─── RECORDS FOR THIS EXERCISE

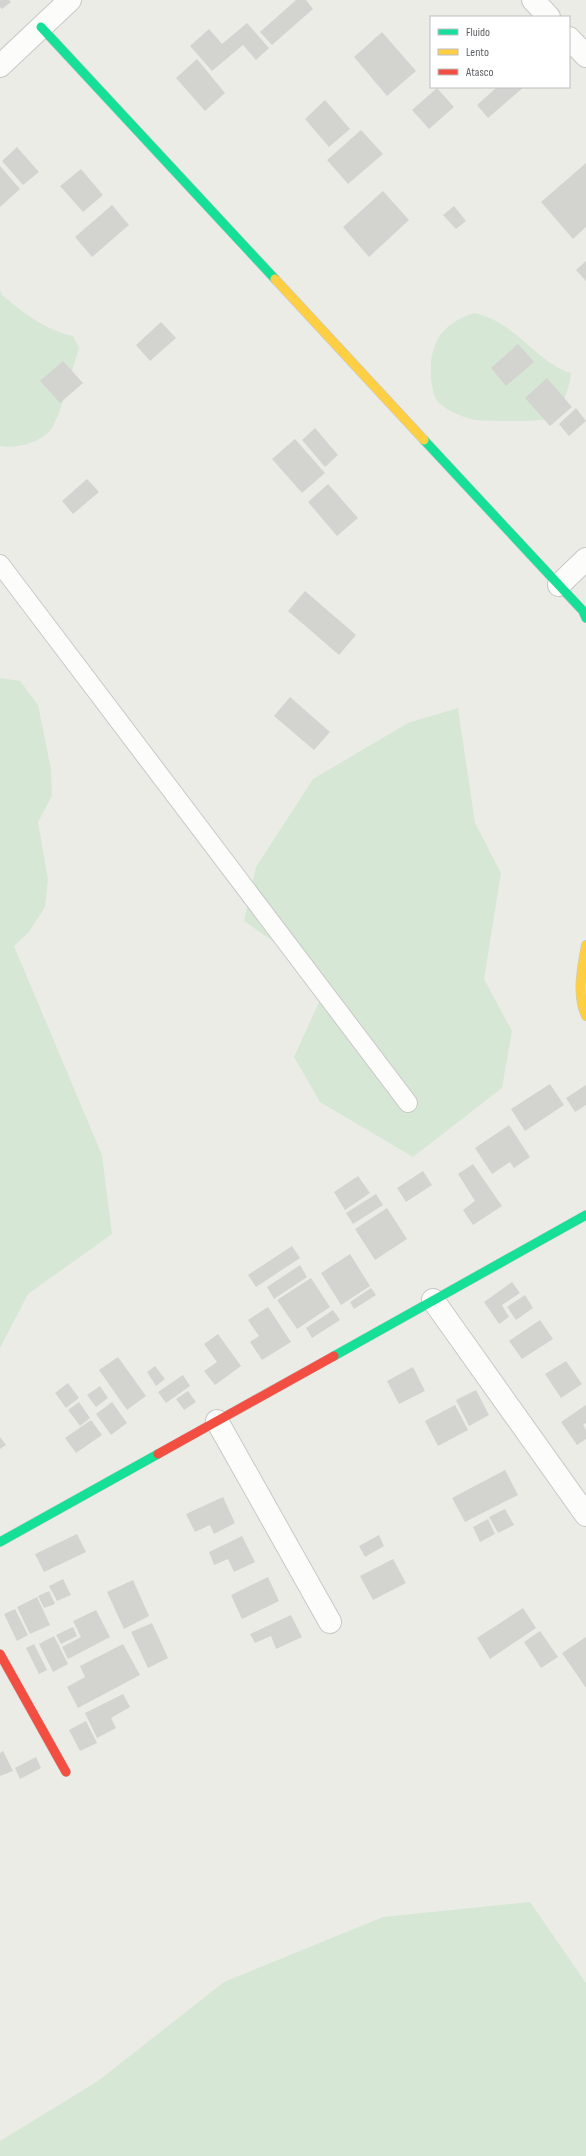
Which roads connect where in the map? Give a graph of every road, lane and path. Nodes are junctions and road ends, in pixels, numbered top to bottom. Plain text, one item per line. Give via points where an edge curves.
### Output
1 (70, 0) edge
2 (533, 0) edge
3 (548, 16) edge
4 (42, 27) junction
5 (570, 39) edge
6 (586, 56) edge
7 (0, 66) edge
8 (586, 559) edge
9 (0, 564) edge
10 (559, 585) junction
11 (586, 618) edge
12 (586, 945) edge
13 (586, 1016) edge
14 (408, 1103) dead end
15 (586, 1215) edge
16 (433, 1300) junction
17 (217, 1421) junction
18 (586, 1515) edge
19 (0, 1542) edge
20 (330, 1622) dead end
21 (0, 1654) edge
22 (66, 1772) dead end

1 - 4 street
2 - 3 street
4 - 7 street
4 - 10 street
5 - 6 street
8 - 10 street
9 - 14 lane
10 - 11 street via 583,611
12 - 13 street via 580,976 582,1010
15 - 16 street
16 - 17 street
16 - 18 street
17 - 19 street
17 - 20 street
21 - 22 street

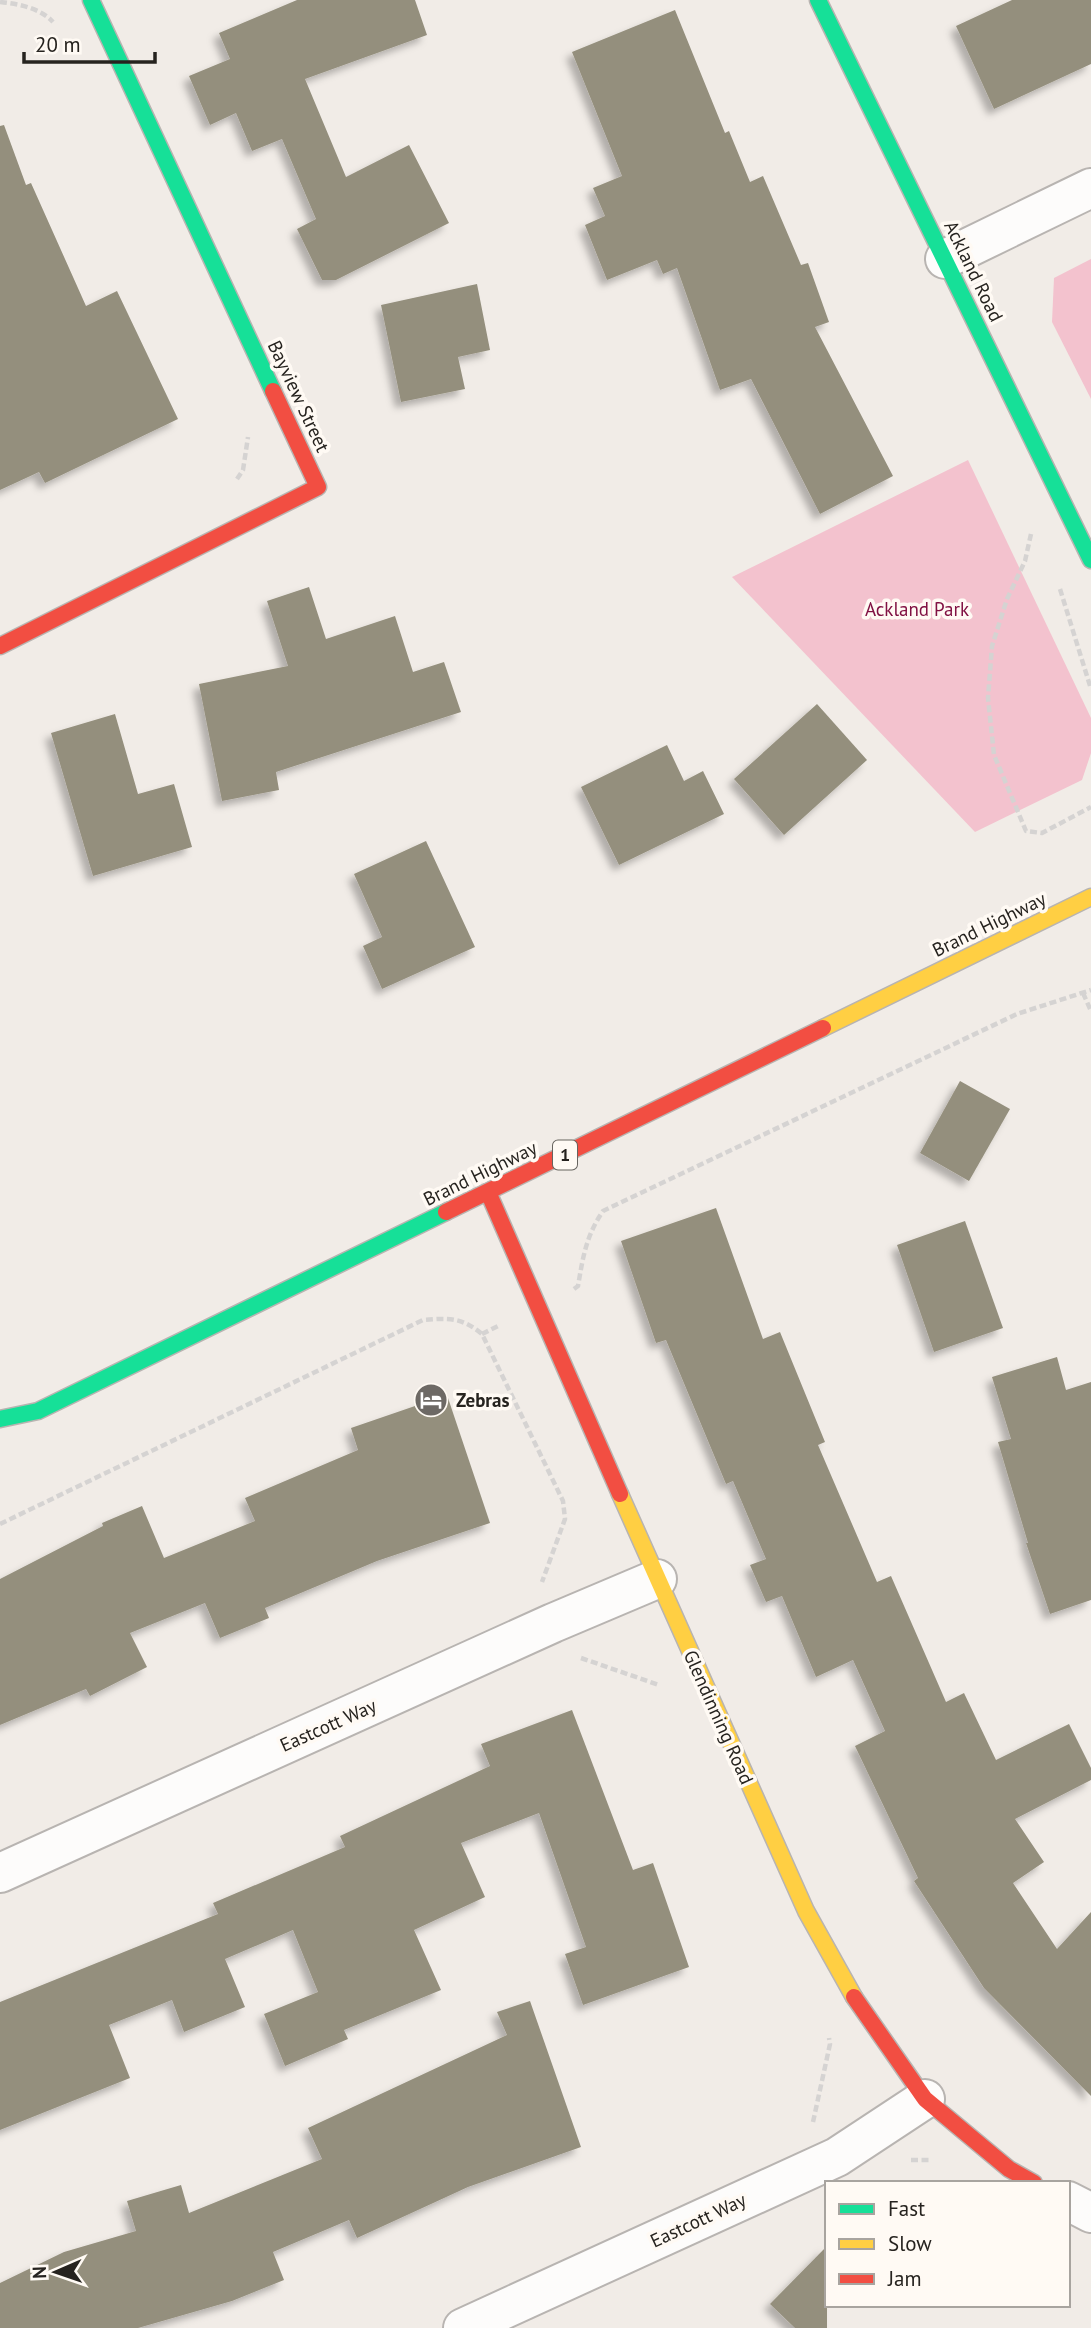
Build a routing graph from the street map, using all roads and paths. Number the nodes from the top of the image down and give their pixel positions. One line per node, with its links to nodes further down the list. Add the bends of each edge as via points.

──────

● EXERCISE PROMPT: All of the data must be repeated exactly, except for the pictures.

● FINISHED TASK:
Which roads connect where in the map? Give a graph of every road, lane and path. Nodes are junctions and road ends, in pixels, numbered top to bottom. Plain text, one item per line. Give via points where an edge curves.
### Output
1 (70, 0) edge
2 (533, 0) edge
3 (548, 16) edge
4 (42, 27) junction
5 (570, 39) edge
6 (586, 56) edge
7 (0, 66) edge
8 (586, 559) edge
9 (0, 564) edge
10 (559, 585) junction
11 (586, 618) edge
12 (586, 945) edge
13 (586, 1016) edge
14 (408, 1103) dead end
15 (586, 1215) edge
16 (433, 1300) junction
17 (217, 1421) junction
18 (586, 1515) edge
19 (0, 1542) edge
20 (330, 1622) dead end
21 (0, 1654) edge
22 (66, 1772) dead end

1 - 4 street
2 - 3 street
4 - 7 street
4 - 10 street
5 - 6 street
8 - 10 street
9 - 14 lane
10 - 11 street via 583,611
12 - 13 street via 580,976 582,1010
15 - 16 street
16 - 17 street
16 - 18 street
17 - 19 street
17 - 20 street
21 - 22 street

Build a routing graph from the street map, using all roads and paths. Number the nodes from the top of the image down and give their pixel positions. One line per node, with its links to nodes further down the list. Add the bends of each edge as via points.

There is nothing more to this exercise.